Work item: Pull from the data below each line where the word "فرحزادی" occurs, and copy it.

Data items:
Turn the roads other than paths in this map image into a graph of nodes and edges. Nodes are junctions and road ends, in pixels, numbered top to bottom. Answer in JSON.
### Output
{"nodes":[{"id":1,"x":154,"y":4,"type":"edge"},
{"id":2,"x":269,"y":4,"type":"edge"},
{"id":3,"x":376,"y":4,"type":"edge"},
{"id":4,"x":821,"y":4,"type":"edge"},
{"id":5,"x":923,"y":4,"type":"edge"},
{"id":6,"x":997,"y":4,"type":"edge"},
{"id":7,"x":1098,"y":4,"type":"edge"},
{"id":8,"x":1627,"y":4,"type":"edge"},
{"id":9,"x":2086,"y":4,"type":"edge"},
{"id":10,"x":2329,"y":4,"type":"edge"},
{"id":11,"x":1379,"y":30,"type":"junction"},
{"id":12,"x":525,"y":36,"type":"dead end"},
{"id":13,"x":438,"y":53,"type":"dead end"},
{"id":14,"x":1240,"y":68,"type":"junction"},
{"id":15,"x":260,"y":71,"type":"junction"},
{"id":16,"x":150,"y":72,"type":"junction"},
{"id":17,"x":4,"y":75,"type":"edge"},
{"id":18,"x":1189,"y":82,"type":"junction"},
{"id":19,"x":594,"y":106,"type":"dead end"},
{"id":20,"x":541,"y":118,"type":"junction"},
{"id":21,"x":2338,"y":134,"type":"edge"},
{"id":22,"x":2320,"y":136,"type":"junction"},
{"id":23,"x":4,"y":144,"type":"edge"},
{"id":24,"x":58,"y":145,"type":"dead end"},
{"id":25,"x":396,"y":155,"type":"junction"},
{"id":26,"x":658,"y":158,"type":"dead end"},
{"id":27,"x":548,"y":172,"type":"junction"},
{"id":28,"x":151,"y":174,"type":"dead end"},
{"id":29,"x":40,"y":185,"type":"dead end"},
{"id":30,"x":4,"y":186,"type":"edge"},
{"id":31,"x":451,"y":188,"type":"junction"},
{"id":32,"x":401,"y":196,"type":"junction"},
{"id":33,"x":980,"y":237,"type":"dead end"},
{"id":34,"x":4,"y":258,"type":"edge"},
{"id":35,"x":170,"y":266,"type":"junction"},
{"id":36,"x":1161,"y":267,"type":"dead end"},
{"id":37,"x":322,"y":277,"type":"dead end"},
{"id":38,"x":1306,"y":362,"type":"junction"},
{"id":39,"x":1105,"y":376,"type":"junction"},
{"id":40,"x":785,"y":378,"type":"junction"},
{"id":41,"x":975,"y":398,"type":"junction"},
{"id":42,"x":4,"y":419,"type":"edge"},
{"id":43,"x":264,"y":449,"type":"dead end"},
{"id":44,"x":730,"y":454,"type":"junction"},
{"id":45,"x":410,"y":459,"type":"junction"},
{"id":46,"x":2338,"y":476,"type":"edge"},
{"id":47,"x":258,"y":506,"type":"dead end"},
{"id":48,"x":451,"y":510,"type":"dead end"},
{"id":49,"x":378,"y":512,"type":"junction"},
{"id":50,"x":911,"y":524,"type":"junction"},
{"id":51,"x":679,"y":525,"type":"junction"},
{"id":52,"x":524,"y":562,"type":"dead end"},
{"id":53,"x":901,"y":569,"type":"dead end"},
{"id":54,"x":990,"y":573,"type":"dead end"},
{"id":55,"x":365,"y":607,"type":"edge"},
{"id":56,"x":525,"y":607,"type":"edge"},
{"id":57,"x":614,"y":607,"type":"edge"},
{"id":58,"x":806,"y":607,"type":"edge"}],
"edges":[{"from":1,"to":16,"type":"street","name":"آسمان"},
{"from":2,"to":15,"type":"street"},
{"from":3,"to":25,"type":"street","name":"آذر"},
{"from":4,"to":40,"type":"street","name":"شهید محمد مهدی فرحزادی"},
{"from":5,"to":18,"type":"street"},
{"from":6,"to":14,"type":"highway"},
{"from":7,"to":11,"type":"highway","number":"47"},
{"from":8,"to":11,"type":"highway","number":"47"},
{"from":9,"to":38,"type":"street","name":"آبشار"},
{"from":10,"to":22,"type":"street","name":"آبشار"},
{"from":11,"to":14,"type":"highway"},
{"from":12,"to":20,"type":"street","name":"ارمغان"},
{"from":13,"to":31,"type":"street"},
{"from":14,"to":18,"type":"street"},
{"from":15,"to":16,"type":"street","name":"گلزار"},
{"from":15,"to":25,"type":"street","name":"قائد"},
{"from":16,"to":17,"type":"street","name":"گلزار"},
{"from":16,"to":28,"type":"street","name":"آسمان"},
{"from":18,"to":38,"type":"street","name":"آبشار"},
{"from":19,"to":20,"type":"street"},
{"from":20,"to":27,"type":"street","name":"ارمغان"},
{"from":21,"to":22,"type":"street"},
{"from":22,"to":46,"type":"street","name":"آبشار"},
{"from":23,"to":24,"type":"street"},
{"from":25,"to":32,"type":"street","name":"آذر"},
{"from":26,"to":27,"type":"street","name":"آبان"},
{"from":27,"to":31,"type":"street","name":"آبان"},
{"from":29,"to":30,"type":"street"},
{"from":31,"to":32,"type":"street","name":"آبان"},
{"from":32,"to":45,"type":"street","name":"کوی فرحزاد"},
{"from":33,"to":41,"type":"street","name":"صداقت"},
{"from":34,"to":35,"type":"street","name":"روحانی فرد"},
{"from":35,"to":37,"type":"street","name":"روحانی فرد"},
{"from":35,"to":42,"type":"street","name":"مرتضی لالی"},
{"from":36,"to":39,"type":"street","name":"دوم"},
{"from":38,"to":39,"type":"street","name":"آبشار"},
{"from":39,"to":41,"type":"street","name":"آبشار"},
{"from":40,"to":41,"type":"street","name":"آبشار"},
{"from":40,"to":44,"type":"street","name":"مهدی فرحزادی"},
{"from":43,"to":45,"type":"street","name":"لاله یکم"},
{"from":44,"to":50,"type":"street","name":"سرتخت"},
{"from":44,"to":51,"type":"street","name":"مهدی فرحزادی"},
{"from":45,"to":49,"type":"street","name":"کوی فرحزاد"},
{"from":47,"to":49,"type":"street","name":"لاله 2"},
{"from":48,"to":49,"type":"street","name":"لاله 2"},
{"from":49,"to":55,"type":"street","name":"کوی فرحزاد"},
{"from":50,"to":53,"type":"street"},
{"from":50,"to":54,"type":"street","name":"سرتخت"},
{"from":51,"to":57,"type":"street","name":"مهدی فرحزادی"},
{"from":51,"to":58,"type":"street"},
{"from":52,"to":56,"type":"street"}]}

Answer box:
{"from":4,"to":40,"type":"street","name":"شهید محمد مهدی فرحزادی"},
{"from":40,"to":44,"type":"street","name":"مهدی فرحزادی"},
{"from":44,"to":51,"type":"street","name":"مهدی فرحزادی"},
{"from":51,"to":57,"type":"street","name":"مهدی فرحزادی"},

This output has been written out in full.